Work item.
Starting at the first line of the records below, reproduce every line up to and including the line with "thumb tip: (485, 355)", but leave out all pictures.

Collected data
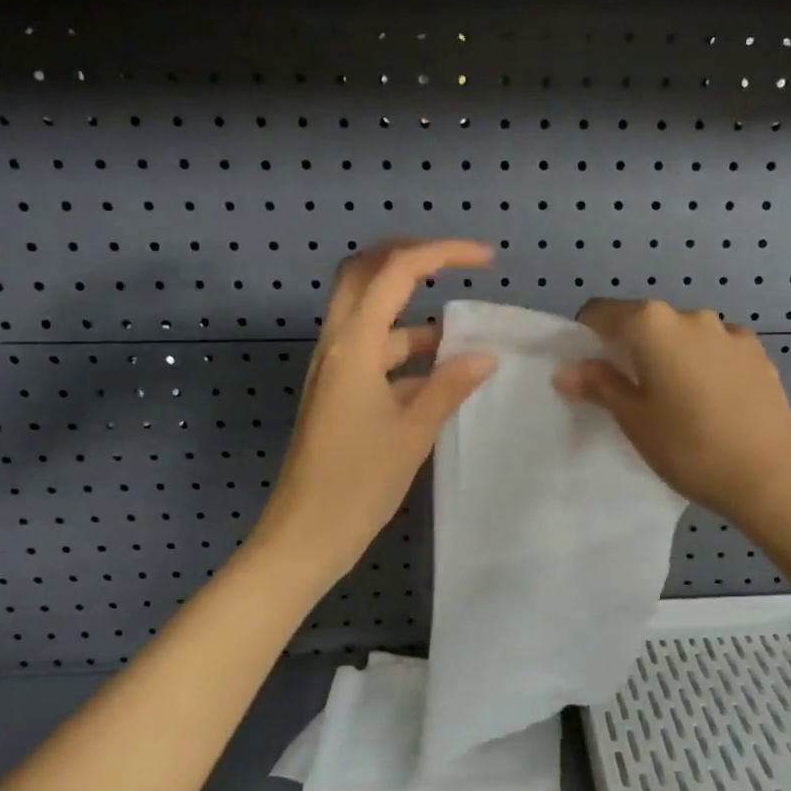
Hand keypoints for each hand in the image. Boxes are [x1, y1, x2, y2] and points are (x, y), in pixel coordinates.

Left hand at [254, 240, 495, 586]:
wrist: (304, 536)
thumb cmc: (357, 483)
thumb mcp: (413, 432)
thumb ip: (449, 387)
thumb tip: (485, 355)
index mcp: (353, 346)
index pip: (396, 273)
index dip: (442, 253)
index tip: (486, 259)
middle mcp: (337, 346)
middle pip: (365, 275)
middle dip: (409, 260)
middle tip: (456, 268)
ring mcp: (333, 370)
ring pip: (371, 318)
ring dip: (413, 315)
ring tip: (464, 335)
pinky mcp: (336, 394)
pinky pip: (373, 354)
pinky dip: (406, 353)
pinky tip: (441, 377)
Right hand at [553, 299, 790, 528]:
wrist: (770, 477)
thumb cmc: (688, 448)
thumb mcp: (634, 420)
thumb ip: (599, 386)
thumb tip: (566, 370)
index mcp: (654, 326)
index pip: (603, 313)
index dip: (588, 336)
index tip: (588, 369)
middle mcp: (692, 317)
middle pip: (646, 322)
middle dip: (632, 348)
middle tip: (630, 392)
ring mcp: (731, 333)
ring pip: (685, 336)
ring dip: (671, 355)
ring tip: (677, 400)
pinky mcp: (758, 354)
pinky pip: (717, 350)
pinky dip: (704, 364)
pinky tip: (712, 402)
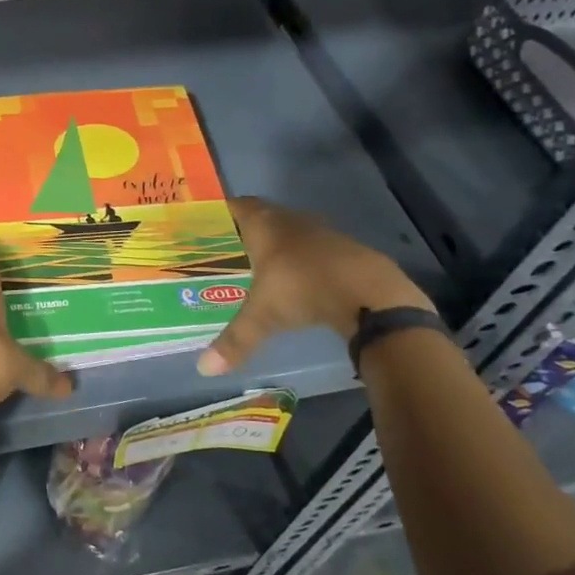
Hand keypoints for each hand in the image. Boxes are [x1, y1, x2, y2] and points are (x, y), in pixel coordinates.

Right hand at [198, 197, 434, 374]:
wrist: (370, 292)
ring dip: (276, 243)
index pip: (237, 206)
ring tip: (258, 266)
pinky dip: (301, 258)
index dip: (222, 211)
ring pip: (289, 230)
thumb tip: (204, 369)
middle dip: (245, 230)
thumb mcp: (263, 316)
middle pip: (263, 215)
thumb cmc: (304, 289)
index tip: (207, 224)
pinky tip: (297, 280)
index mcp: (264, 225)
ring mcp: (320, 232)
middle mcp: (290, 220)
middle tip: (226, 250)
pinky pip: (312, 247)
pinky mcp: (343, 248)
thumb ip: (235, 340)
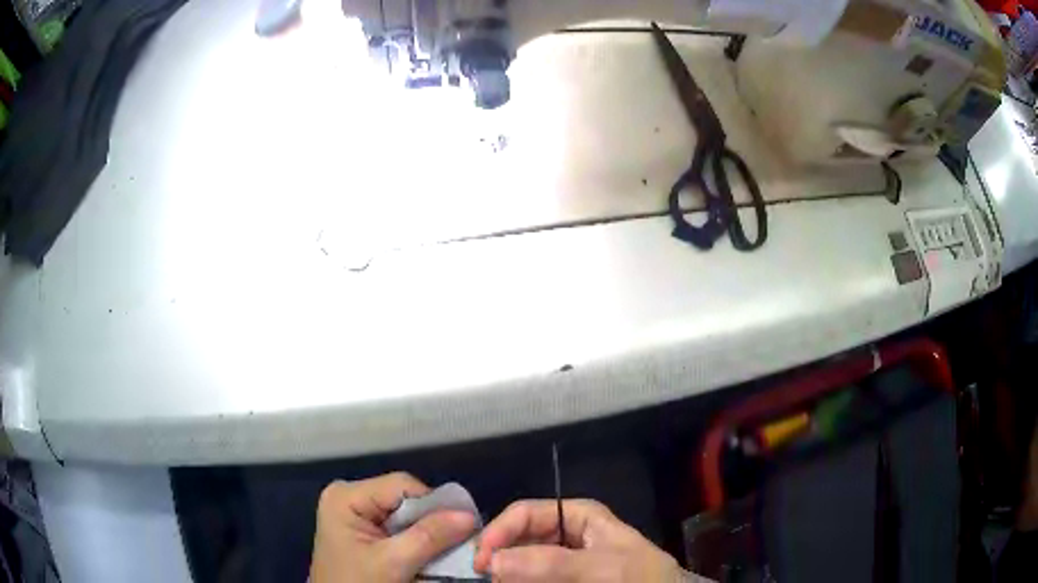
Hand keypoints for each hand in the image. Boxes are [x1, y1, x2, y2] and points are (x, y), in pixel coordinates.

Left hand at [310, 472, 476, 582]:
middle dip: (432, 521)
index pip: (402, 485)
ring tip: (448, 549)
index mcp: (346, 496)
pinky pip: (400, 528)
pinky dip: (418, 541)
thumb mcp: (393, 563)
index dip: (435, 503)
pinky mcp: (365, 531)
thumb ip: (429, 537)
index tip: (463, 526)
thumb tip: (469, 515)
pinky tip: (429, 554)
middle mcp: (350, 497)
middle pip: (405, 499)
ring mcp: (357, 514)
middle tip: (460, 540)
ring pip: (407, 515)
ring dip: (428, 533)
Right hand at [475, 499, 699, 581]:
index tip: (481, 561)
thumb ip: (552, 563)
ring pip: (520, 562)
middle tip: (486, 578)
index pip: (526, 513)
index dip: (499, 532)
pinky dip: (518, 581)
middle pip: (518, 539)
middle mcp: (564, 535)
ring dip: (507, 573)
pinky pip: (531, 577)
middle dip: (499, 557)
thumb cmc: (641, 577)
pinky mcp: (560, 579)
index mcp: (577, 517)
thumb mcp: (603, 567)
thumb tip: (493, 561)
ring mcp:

Answer to the problem.
Hand keypoints for each hand in the image. Boxes are [x1, y1, x2, y2] and points are (x, y), in pixel coordinates.

Left hand at [254, 240, 495, 586]:
wrist: (304, 536)
thumb cmc: (357, 483)
thumb mcp: (413, 432)
thumb ip: (449, 387)
thumb tip: (485, 355)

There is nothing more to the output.